%%

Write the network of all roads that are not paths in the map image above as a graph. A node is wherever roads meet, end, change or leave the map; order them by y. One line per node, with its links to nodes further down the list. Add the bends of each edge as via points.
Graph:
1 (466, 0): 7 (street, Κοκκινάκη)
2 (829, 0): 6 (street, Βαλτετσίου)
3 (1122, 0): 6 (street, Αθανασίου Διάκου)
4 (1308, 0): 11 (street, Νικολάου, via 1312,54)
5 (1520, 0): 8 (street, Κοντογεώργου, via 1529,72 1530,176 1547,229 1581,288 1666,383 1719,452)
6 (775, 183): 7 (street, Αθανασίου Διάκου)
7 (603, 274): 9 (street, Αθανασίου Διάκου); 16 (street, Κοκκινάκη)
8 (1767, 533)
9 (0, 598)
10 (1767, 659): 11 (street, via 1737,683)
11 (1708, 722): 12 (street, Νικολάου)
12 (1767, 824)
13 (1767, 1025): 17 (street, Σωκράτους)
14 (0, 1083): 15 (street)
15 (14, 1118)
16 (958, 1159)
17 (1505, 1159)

%%

What the task asks
Extract each record, keeping it identical to the original.

Exercise solution
Write the network of all roads that are not paths in the map image above as a graph. A node is wherever roads meet, end, change or leave the map; order them by y. One line per node, with its links to nodes further down the list. Add the bends of each edge as via points.
Graph:
1 (466, 0): 7 (street, Κοκκινάκη)
2 (829, 0): 6 (street, Βαλτετσίου)
3 (1122, 0): 6 (street, Αθανασίου Διάκου)
4 (1308, 0): 11 (street, Νικολάου, via 1312,54)
5 (1520, 0): 8 (street, Κοντογεώργου, via 1529,72 1530,176 1547,229 1581,288 1666,383 1719,452)
6 (775, 183): 7 (street, Αθανασίου Διάκου)
7 (603, 274): 9 (street, Αθανασίου Διάκου); 16 (street, Κοκκινάκη)
8 (1767, 533)
9 (0, 598)
10 (1767, 659): 11 (street, via 1737,683)
11 (1708, 722): 12 (street, Νικολάου)
12 (1767, 824)
13 (1767, 1025): 17 (street, Σωκράτους)
14 (0, 1083): 15 (street)
15 (14, 1118)
16 (958, 1159)
17 (1505, 1159)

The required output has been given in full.